Jim Yellowhawk is an abstract American Indian artist, blending traditional styles of art with modern imagery and concepts. Yellowhawk is an enrolled member of the Itazipco Band of the Cheyenne River Sioux Tribe and the Onondaga/Iroquois on his mother’s side. He has brought his art to the international community, including being invited to perform Lakota men’s traditional dance at venues worldwide, and his artwork is in public and private collections across the country.
2000s-10s
Denton Fast Whirlwind is an Oglala Lakota painter, bead worker, business owner and college instructor. Fast Whirlwind’s work has been collected worldwide and is part of several public and private museum collections, including the Smithsonian Museum of the American Indian, Red Cloud Heritage Museum, USD, University of Arkansas and private collectors from France, Norway, England, Japan, Italy and Germany.
Henry Payer is a Ho Chunk artist who works primarily with collage and mixed media. He references the altered landscape through Indigenous cartographic methods of “picture-writing” combined with European modernist models of cubism, spatial distortion and collage. Payer served as an instructor for the Oscar Howe Summer Art Institute (OHSAI) in 2015 and has exhibited his work at locations across the Midwest.
Michael Two Bulls is an Oglala Lakota artist and musician who creates art that focuses on concepts that deal with identity, history and place – often drawing from aspects of his own life, family and experiences. As a core member of Bad Art Studio, Two Bulls has always believed that the true nature of art is not in the medium but is in the artist and their subject.
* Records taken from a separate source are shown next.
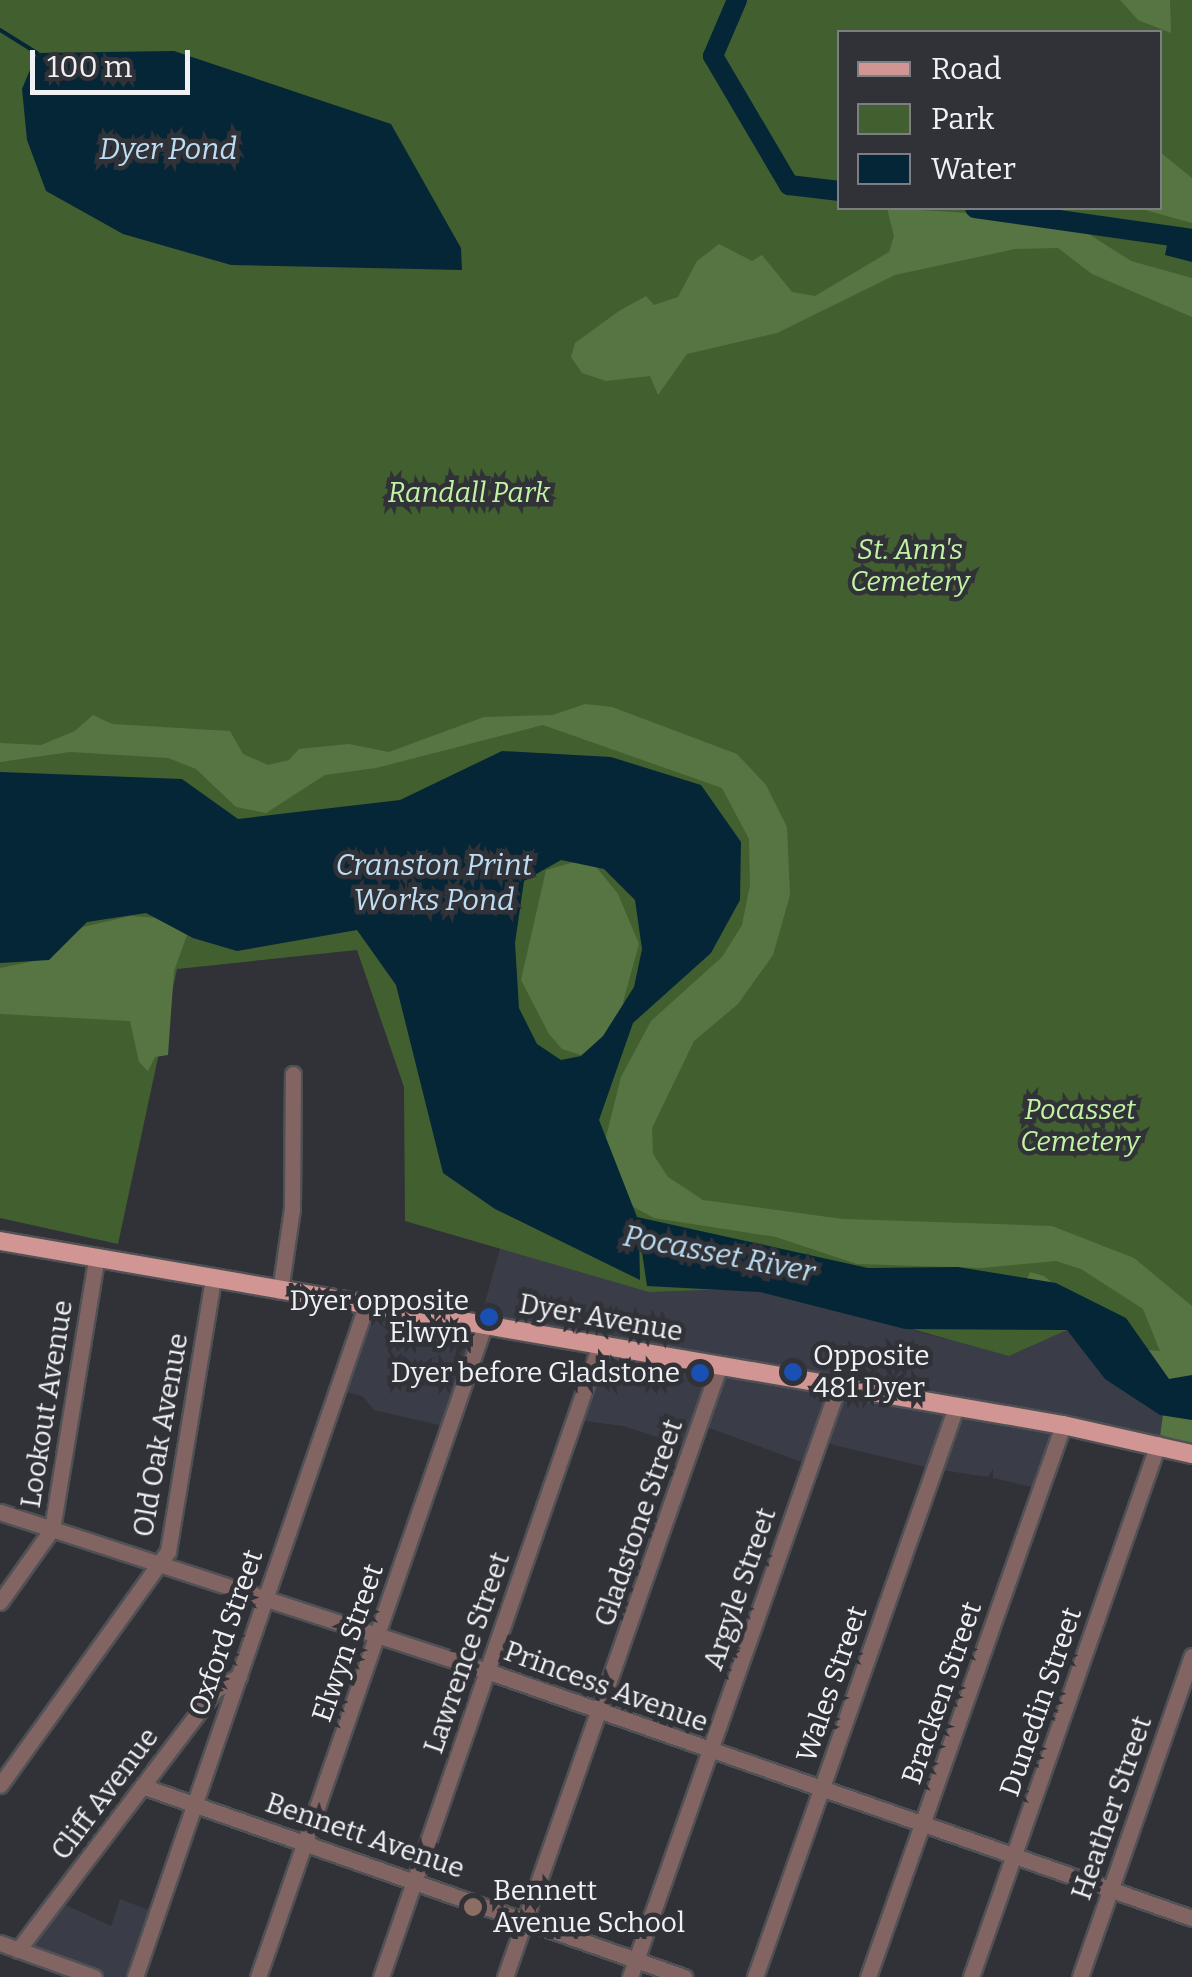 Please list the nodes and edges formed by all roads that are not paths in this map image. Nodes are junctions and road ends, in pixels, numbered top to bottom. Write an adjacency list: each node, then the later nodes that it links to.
1 (293, 1074): 5 (street)
2 (0, 1241): 3 (main road, Dyer Avenue)
3 (96, 1259): 4 (main road, Dyer Avenue); 16 (street, Lookout Avenue)
4 (213, 1280): 5 (main road, Dyer Avenue); 17 (street, Old Oak Avenue)
5 (280, 1291): 6 (main road, Dyer Avenue)
6 (366, 1306): 7 (main road, Dyer Avenue); 18 (street, Oxford Street)
7 (484, 1326): 8 (main road, Dyer Avenue); 20 (street, Elwyn Street)
8 (600, 1345): 9 (main road, Dyer Avenue); 22 (street, Lawrence Street)
9 (719, 1367): 10 (main road, Dyer Avenue); 24 (street, Gladstone Street)
10 (838, 1387): 11 (main road, Dyer Avenue); 25 (street, Argyle Street)
11 (956, 1407): 12 (main road, Dyer Avenue); 28 (street, Wales Street)
12 (1063, 1425): 13 (main road, Dyer Avenue); 30 (street, Bracken Street)
13 (1158, 1444): 14 (main road, Dyer Avenue); 32 (street, Dunedin Street)
14 (1192, 1454)
15 (0, 1512): 16 (street, Princess Avenue)
16 (52, 1528): 17 (street, Princess Avenue); 19 (street, Lookout Avenue)
17 (162, 1562): 18 (street, Princess Avenue); 26 (street, Old Oak Avenue)
18 (264, 1596): 20 (street, Princess Avenue); 23 (street, Oxford Street)
19 (0, 1602)
20 (377, 1636): 22 (street, Princess Avenue); 31 (street, Elwyn Street)
21 (1192, 1656): 34 (street, Heather Street)
22 (487, 1672): 24 (street, Princess Avenue); 33 (street, Lawrence Street)
23 (238, 1676): 27 (street, Cliff Avenue); 29 (street, Oxford Street)
24 (600, 1712): 25 (street, Princess Avenue); 36 (street, Gladstone Street)
25 (710, 1751): 28 (street, Princess Avenue); 39 (street, Argyle Street)
26 (0, 1785)
27 (142, 1786): 29 (street, Bennett Avenue); 38 (street, Cliff Avenue)
28 (821, 1790): 30 (street, Princess Avenue); 47 (street, Wales Street)
29 (193, 1802): 31 (street, Bennett Avenue); 41 (street, Oxford Street)
30 (922, 1825): 32 (street, Princess Avenue); 48 (street, Bracken Street)
31 (306, 1841): 33 (street, Bennett Avenue); 42 (street, Elwyn Street)
32 (1014, 1856): 34 (street, Princess Avenue); 49 (street, Dunedin Street)
33 (415, 1879): 36 (street, Bennett Avenue); 43 (street, Lawrence Street)
34 (1111, 1890): 35 (street, Princess Avenue); 50 (street, Heather Street)
35 (1192, 1918)
36 (525, 1919): 39 (street, Bennett Avenue); 44 (street, Gladstone Street)
37 (0, 1943): 38 (street)
38 (18, 1950): 40 (street)
39 (636, 1958): 45 (street, Argyle Street); 46 (street, Bennett Avenue)
40 (94, 1977)
41 (135, 1977)
42 (258, 1977)
43 (381, 1977)
44 (505, 1977)
45 (630, 1977)
46 (684, 1977)
47 (755, 1977)
48 (868, 1977)
49 (971, 1977)
50 (1080, 1977)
Dyani White Hawk (Sičáŋu Lakota) is a multimedia artist and independent curator. Through painting, beadwork, installation, performance and curation, her practice challenges the lack of representation of Native people, arts and voices in art movements and beyond. White Hawk’s work is in the collections of the Museum of Modern Art, Minneapolis Institute of Art, Smithsonian National Museum of the American Indian and the Akta Lakota Museum, among other public and private collections.
2020s-Today
Autumn Cavender (Wicanhpi Iyotan Win) is an artist, midwife and activist from Pezihutazizi K’api Makoca (Upper Sioux Community). In 2020 and 2021, Cavender received two Artist Equity Grants from the Southwest Minnesota Arts Council (SMAC). Her generative quillwork has been featured most recently in exhibits at Art Basel-Miami, Miami Art Week and South by Southwest.
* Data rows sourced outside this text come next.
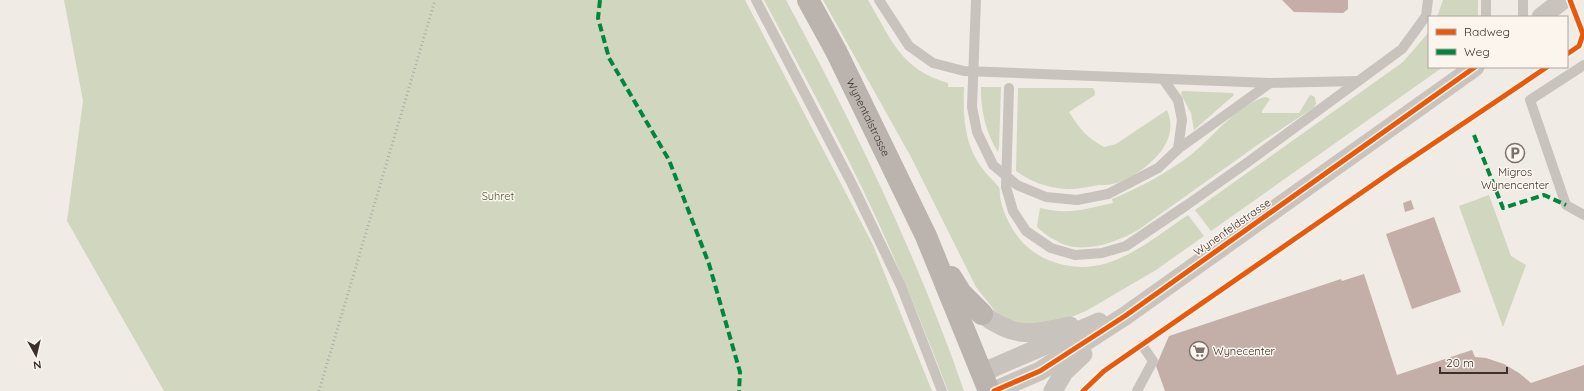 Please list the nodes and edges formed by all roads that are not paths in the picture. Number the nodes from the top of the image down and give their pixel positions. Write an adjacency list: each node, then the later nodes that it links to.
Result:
1 (756, 0): 26 (lane)
2 (808, 0): 20 (main road, Wynentalstrasse)
3 (879, 0): 14 (lane)
4 (976, 0): 18 (lane, bridge)
5 (1428, 0): 15 (lane)
6 (1486, 0): 9 (lane)
7 (1524, 0): 10 (lane)
8 (1563, 0): 11 (street)
9 (1486, 16)
10 (1523, 16)
11 (1542, 16)
12 (1584, 65): 19 (lane)
13 (1474, 68): 22 (street, Wynenfeldstrasse)
14 (1163, 79): 16 (lane); 18 (lane)
15 (1358, 81): 16 (lane); 17 (lane)
16 (1270, 83): 18 (lane)
17 (1008, 88)
18 (1178, 149)
19 (1584, 215)
20 (926, 236): 21 (main road, Wynentalstrasse); 25 (main road, Wynentalstrasse)
21 (982, 314): 23 (street, Wynenfeldstrasse)
22 (1125, 316): 23 (street, Wynenfeldstrasse); 27 (street, Wynenfeldstrasse); 28 (street, Wynenfeldstrasse)
23 (1105, 320): 25 (street, Wynenfeldstrasse)
24 (1142, 345): 29 (lane)
25 (985, 382)
26 (942, 391)
27 (994, 391)
28 (1053, 391)
29 (1137, 391) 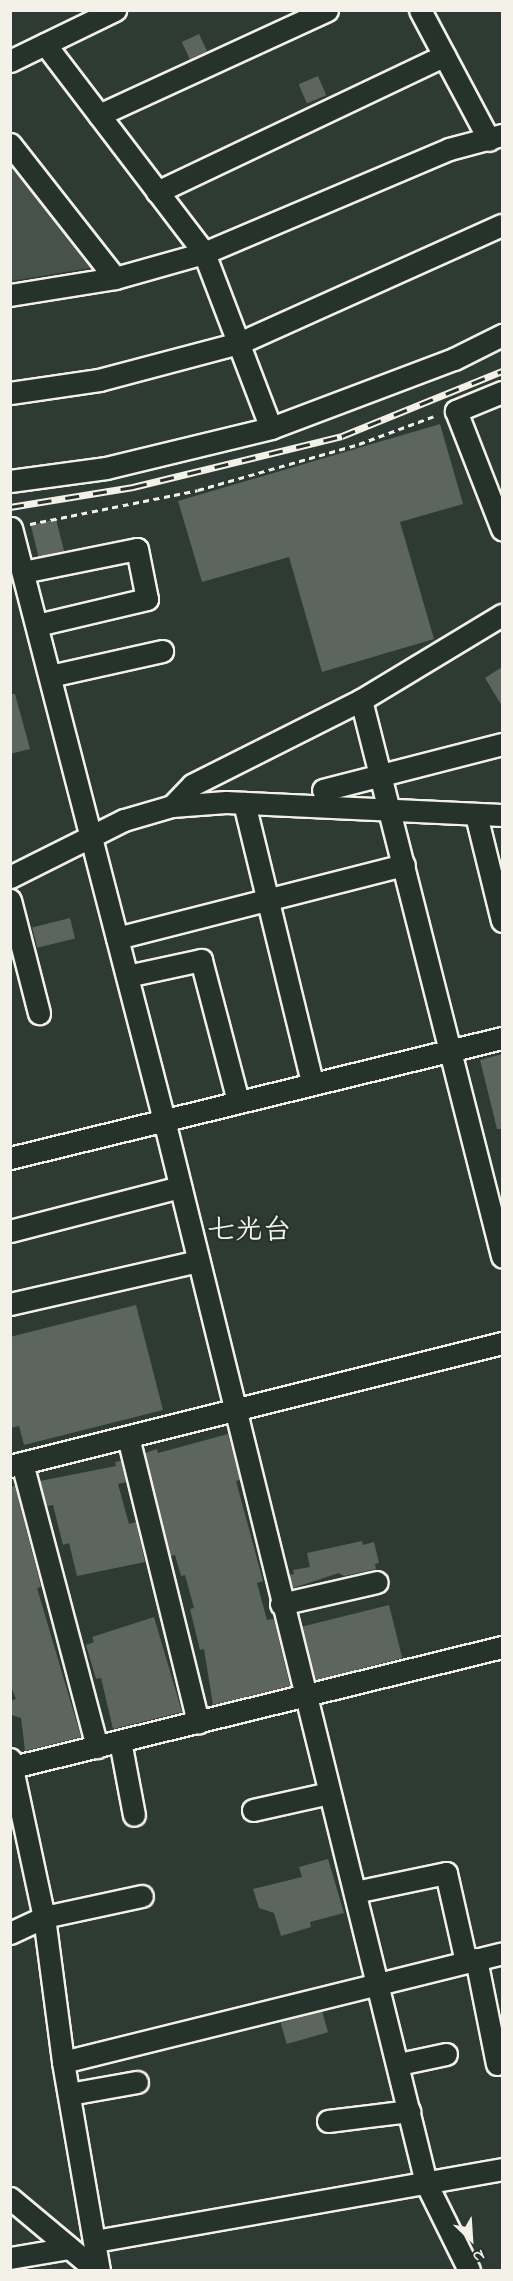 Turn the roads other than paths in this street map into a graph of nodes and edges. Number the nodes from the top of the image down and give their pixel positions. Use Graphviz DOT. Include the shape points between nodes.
graph roads {
  1 [pos="116,10"];
  2 [pos="327,10"];
  3 [pos="420,10"];
  4 [pos="45,45"];
  5 [pos="444,56"];
  6 [pos="10,61"];
  7 [pos="99,115"];
  8 [pos="496,138"];
  9 [pos="10,144"];
  10 [pos="157,192"];
  11 [pos="502,225"];
  12 [pos="204,254"];
  13 [pos="115,278"];
  14 [pos="10,295"];
  15 [pos="502,335"];
  16 [pos="239,343"];
  17 [pos="502,392"];
  18 [pos="10,393"];
  19 [pos="271,428"];
  20 [pos="10,481"];
  21 [pos="11,528"];
  22 [pos="502,530"];
  23 [pos="23,572"];
  24 [pos="502,615"];
  25 [pos="37,625"];
  26 [pos="162,651"];
  27 [pos="50,676"];
  28 [pos="361,700"];
  29 [pos="502,744"];
  30 [pos="220,771"];
  31 [pos="380,772"];
  32 [pos="323,790"];
  33 [pos="218,803"];
  34 [pos="244,803"];
  35 [pos="172,806"];
  36 [pos="390,812"];
  37 [pos="476,814"];
  38 [pos="502,815"];
  39 [pos="91,836"];
  40 [pos="404,865"];
  41 [pos="10,878"];
  42 [pos="267,899"];
  43 [pos="10,900"];
  44 [pos="502,921"];
  45 [pos="117,938"];
  46 [pos="127,976"];
  47 [pos="39,1013"];
  48 [pos="502,1038"];
  49 [pos="452,1050"];
  50 [pos="312,1083"];
  51 [pos="238,1101"];
  52 [pos="164,1120"];
  53 [pos="10,1158"];
  54 [pos="180,1187"];
  55 [pos="10,1231"];
  56 [pos="502,1256"];
  57 [pos="198,1261"];
  58 [pos="10,1304"];
  59 [pos="502,1343"];
  60 [pos="234,1410"];
  61 [pos="128,1437"];
  62 [pos="16,1464"];
  63 [pos="377,1582"];
  64 [pos="281,1604"];
  65 [pos="502,1647"];
  66 [pos="304,1697"];
  67 [pos="198,1723"];
  68 [pos="120,1741"];
  69 [pos="97,1747"];
  70 [pos="12,1763"];
  71 [pos="329,1793"];
  72 [pos="253,1810"];
  73 [pos="134,1815"];
  74 [pos="355,1892"];
  75 [pos="142,1896"];
  76 [pos="44,1917"];
  77 [pos="10,1933"];
  78 [pos="502,1953"];
  79 [pos="471,1960"];
  80 [pos="380,1983"];
  81 [pos="446,2054"];
  82 [pos="63,2062"];
  83 [pos="399,2064"];
  84 [pos="496,2064"];
  85 [pos="137,2082"];
  86 [pos="69,2094"];
  87 [pos="409,2111"];
  88 [pos="328,2121"];
  89 [pos="502,2169"];
  90 [pos="426,2183"];
  91 [pos="10,2198"];
  92 [pos="95,2241"];
  93 [pos="69,2248"];
  94 [pos="10,2258"];
  95 [pos="98,2271"];
  96 [pos="469,2271"];
  1 -- 4 [label="street"];
  2 -- 7 [label="street"];
  3 -- 5 [label="street"];
  4 -- 6 [label="street"];
  4 -- 7 [label="street"];
  5 -- 8 [label="street"];
  5 -- 10 [label="street"];
  7 -- 10 [label="street"];
  8 -- 12 [label="street" via="449,149"];
  9 -- 13 [label="street"];
  10 -- 12 [label="street"];
  11 -- 16 [label="street"];
  12 -- 13 [label="street"];
  12 -- 16 [label="street"];
  13 -- 14 [label="street"];
  15 -- 19 [label="street" via="454,359"];
  16 -- 18 [label="street" via="99,380"];
  16 -- 19 [label="street"];
  17 -- 22 [label="street" via="456,411"];
  19 -- 20 [label="street" via="106,468"];
  21 -- 23 [label="street"];
  23 -- 25 [label="street"];
  23 -- 25 [label="street" via="137,549 147,599"];
  24 -- 28 [label="street"];
  25 -- 27 [label="street"];
  26 -- 27 [label="street"];
  27 -- 39 [label="street"];
  28 -- 30 [label="street"];
  28 -- 31 [label="street"];
  29 -- 31 [label="street"];
  30 -- 33 [label="street" via="215,782"];
  30 -- 35 [label="street" via="192,785"];
  31 -- 32 [label="street"];
  31 -- 36 [label="street"];
  33 -- 34 [label="street"];
  33 -- 35 [label="street"];
  34 -- 36 [label="street"];
  34 -- 42 [label="street"];
  35 -- 39 [label="street" via="132,817"];
  36 -- 37 [label="street"];
  36 -- 40 [label="street"];
  37 -- 38 [label="street"];
  37 -- 44 [label="street"];
  39 -- 41 [label="street"];
  39 -- 45 [label="street"];
  40 -- 42 [label="street"];
  40 -- 49 [label="street"];
  42 -- 45 [label="street"];
  42 -- 50 [label="street"];
  43 -- 47 [label="street"];
  45 -- 46 [label="street"];
  46 -- 51 [label="street" via="201,960"];
  46 -- 52 [label="street"];
  48 -- 49 [label="street"];
  49 -- 50 [label="street"];
  49 -- 56 [label="street"];
  50 -- 51 [label="street"];
  51 -- 52 [label="street"];
  52 -- 53 [label="street"];
  52 -- 54 [label="street"];
  54 -- 55 [label="street"];
  54 -- 57 [label="street"];
  57 -- 58 [label="street"];
  57 -- 60 [label="street"];
  59 -- 60 [label="street"];
  60 -- 61 [label="street"];
  60 -- 64 [label="street"];
  61 -- 62 [label="street"];
  61 -- 67 [label="street"];
  62 -- 69 [label="street"];
  63 -- 64 [label="street"];
  64 -- 66 [label="street"];
  65 -- 66 [label="street"];
  66 -- 67 [label="street"];
  66 -- 71 [label="street"];
  67 -- 68 [label="street"];
  68 -- 69 [label="street"];
  68 -- 73 [label="street"];
  69 -- 70 [label="street"];
  70 -- 76 [label="street"];
  71 -- 72 [label="street"];
  71 -- 74 [label="street"];
  74 -- 79 [label="street" via="446,1873"];
  74 -- 80 [label="street"];
  75 -- 76 [label="street"];
  76 -- 77 [label="street"];
  76 -- 82 [label="street"];
  78 -- 79 [label="street"];
  79 -- 80 [label="street"];
  79 -- 84 [label="street"];
  80 -- 82 [label="street"];
  80 -- 83 [label="street"];
  81 -- 83 [label="street"];
  82 -- 86 [label="street"];
  83 -- 87 [label="street"];
  85 -- 86 [label="street"];
  86 -- 92 [label="street"];
  87 -- 88 [label="street"];
  87 -- 90 [label="street"];
  89 -- 90 [label="street"];
  90 -- 92 [label="street"];
  90 -- 96 [label="street"];
  91 -- 93 [label="street"];
  92 -- 95 [label="street"];
  93 -- 94 [label="street"];
  93 -- 95 [label="street"];
}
Talon Bazille Ducheneaux is a rap artist and poet from the Crow Creek Dakota and Cheyenne River Lakota tribes in South Dakota, part of the Oceti Sakowin (7 Council Fires). Bazille is the head of Wonahun Was’te’ Studios/Records. Bazille is also the co-founder of the website NeverDeadNative.com – a platform which aims to create a celebratory place of discussion for Indigenous peoples who are interested in the realm of horror – alongside Dakota writer Dani Miller.
Terran Last Gun (Piikani) is a visual artist and Piikani citizen, a part of the Blackfeet Nation. Through revealing fragments of time, history and Indigenous Abstraction, Last Gun is creating a new Piikani art form with minimalist and geometric qualities that are rooted in meaning, content and place. In 2022, he was named one of the 12 New Mexico Artists to Know Now in Southwest Contemporary.
Kylie Wanatee, an enrolled member of the Rosebud Sioux Tribe, is from Rosebud, South Dakota, and is a rising sophomore at USD, pursuing a Bachelor of Fine Arts. She participated in the OHSAI in 2019, 2021 and 2022. Her artistic practice includes painting in acrylics, gouache on paper and oil paints.